Texas Lt. Governor offers to pay $7,000 fine for salon owner amid escalating dispute with judge who jailed her

Texas Lt. Gov. Dan Patrick
Texas Lt. Gov. Dan Patrick(Eric Gay/AP)

A Texas salon owner jailed for reopening her business amid the coronavirus pandemic has found her latest champion in Lt. Governor Dan Patrick, who offered to foot her $7,000 fine as well as serve house arrest on her behalf.

Shelley Luther has been dubbed by some as an “American Hero” since she was sentenced by Judge Eric Moye on Tuesday for reopening Salon A la Mode despite a statewide stay at home order. He handed her a seven-day jail stay after she publicly tore up a cease-and-desist order and refused to apologize for her “selfish” actions during a global health crisis.

The Texas mother was also issued an additional $500 fine for every day she remained open before May 8, when Gov. Greg Abbott’s restrictions begin to lift for businesses like salons and barber shops.

“7 days in jail, no bail and a $7K fine is outrageous. No surprise Texans are responding," the Lieutenant Governor said in a tweet Wednesday night.

“I’m covering the 7K fine she had to pay and I volunteer to be under House Arrest so she can go to work and feed her kids.”

Despite Patrick’s generosity, it seems unlikely the salon owner is lacking cash. A GoFundMe page started in wake of her arrest has raised nearly $500,000, all to be donated to Luther, who “resisted tyranny” by flouting Abbott’s coronavirus guidelines, according to the page.

And Patrick is only the latest official to take sides in an escalating dispute with the judge who sentenced Luther.
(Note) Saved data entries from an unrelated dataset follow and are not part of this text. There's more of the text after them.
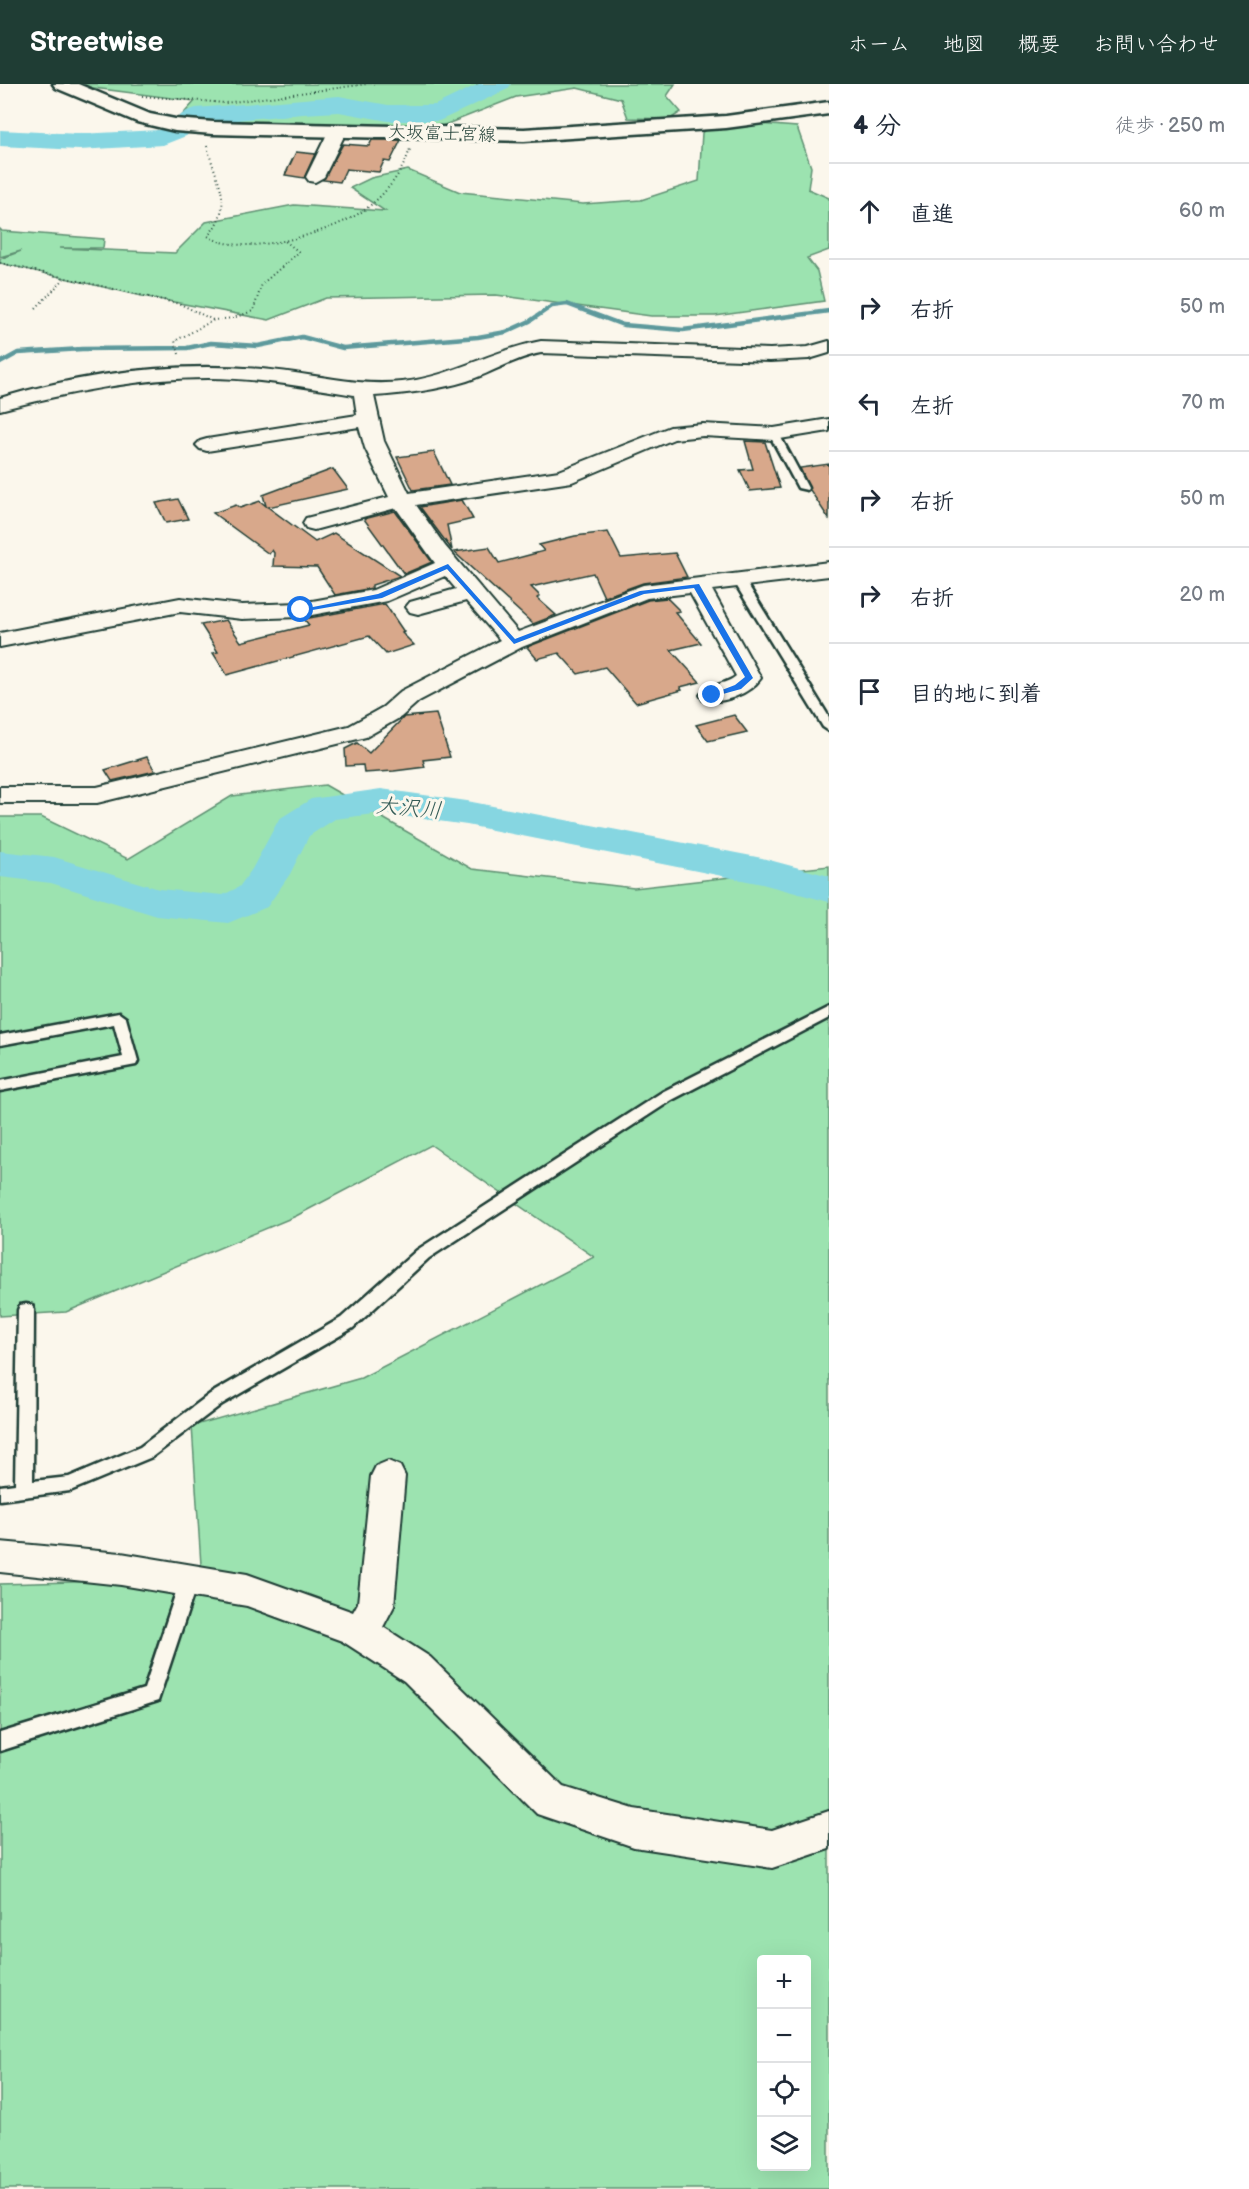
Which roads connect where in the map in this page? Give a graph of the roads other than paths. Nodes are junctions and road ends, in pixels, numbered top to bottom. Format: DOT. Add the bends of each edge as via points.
graph roads {
  1 [pos="62,84"];
  2 [pos="829,108"];
  3 [pos="338,130"];
  4 [pos="315,177"];
  5 [pos="829,347"];
  6 [pos="252,375"];
  7 [pos="222,388"];
  8 [pos="363,390"];
  9 [pos="0,404"];
  10 [pos="369,419"];
  11 [pos="829,425"];
  12 [pos="774,434"];
  13 [pos="207,445"];
  14 [pos="803,488"];
  15 [pos="403,500"];
  16 [pos="314,523"];
  17 [pos="448,566"];
  18 [pos="829,569"];
  19 [pos="739,580"];
  20 [pos="697,585"];
  21 [pos="471,592"];
  22 [pos="418,607"];
  23 [pos="0,640"];
  24 [pos="514,642"];
  25 [pos="712,695"];
  26 [pos="829,727"];
  27 [pos="0,795"];
  28 [pos="829,1012"];
  29 [pos="0,1040"];
  30 [pos="0,1086"];
  31 [pos="26,1310"];
  32 [pos="388,1476"];
  33 [pos="24,1490"];
  34 [pos="0,1493"];
  35 [pos="0,1557"];
  36 [pos="189,1580"];
  37 [pos="360,1632"];
  38 [pos="0,1742"];
  39 [pos="829,1830"];
  1 -- 3 [label="main road, 大坂富士宮線" via="144,118 175,125"];
  2 -- 3 [label="main road, 大坂富士宮線" via="726,122 524,135"];
  3 -- 4 [label="street"];
  5 -- 8 [label="street" via="809,353 770,355 541,347 519,351 461,376 403,388"];
  6 -- 7 [label="street"];
  6 -- 8 [label="street"];
  6 -- 9 [label="street" via="207,372 106,380"];
  8 -- 10 [label="street"];
  10 -- 13 [label="street"];
  10 -- 15 [label="street" via="375,447"];
  11 -- 12 [label="street"];
  12 -- 14 [label="lane"];
  12 -- 15 [label="street" via="703,430 670,433 564,477"];
  15 -- 16 [label="street"];
  15 -- 17 [label="street"];
  17 -- 21 [label="street"];
  17 -- 23 [label="street" via="380,596 301,610 242,612 180,605"];
  18 -- 19 [label="street"];
  19 -- 20 [label="street"];
  19 -- 26 [label="lane"];
  20 -- 24 [label="street" via="643,592"];
  20 -- 25 [label="street" via="749,678 738,687"];
  21 -- 22 [label="street"];
  21 -- 24 [label="street"];
  24 -- 27 [label="street" via="458,659 392,712 357,732 97,795"];
  28 -- 33 [label="lane" via="657,1103 423,1254 347,1323 216,1399 146,1452 70,1484"];
  29 -- 30 [label="lane" via="119,1018 131,1061"];
  31 -- 33 [label="lane"];
  32 -- 37 [label="street" via="376,1606"];
  33 -- 34 [label="lane"];
  35 -- 36 [label="street"];
  36 -- 37 [label="street" via="246,1590"];
  36 -- 38 [label="lane" via="152,1695"];
  37 -- 39 [label="street" via="417,1669 551,1801 634,1828 772,1849"];
}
Texas Attorney General Ken Paxton in a note to Moye demanded Luther’s release and slammed his decision as “outrageous.”

“The trial judge did not need to lock up Shelley Luther,” he wrote to the judge. “His order is a shameful abuse of judicial discretion, which seems like another political stunt in Dallas. He should release Ms. Luther immediately.”

Abbott in a statement issued Wednesday night echoed the sentiment.

“I join the Attorney General in disagreeing with the excessive action by the Dallas Judge, putting Shelley Luther in jail for seven days,” Abbott said. “As I have made clear through prior pronouncements, jailing Texans for non-compliance with executive orders should always be the last available option.”

Luther is just one of millions of Americans forced out of work after the spread of coronavirus prompted the government-mandated closures of non-essential businesses. When asked to apologize rather than be jailed, the salon owner dismissed allegations that her actions were selfish.

“I have to disagree with you, sir, when you say I’m selfish, because feeding my kids is not selfish,” Luther said during a hearing.

“I have hair stylists that are going hungry because they’d rather feed their kids. So, sir if you think the law is more important than kids being fed, then go ahead with your decision, because I’m not going to shut down the salon.”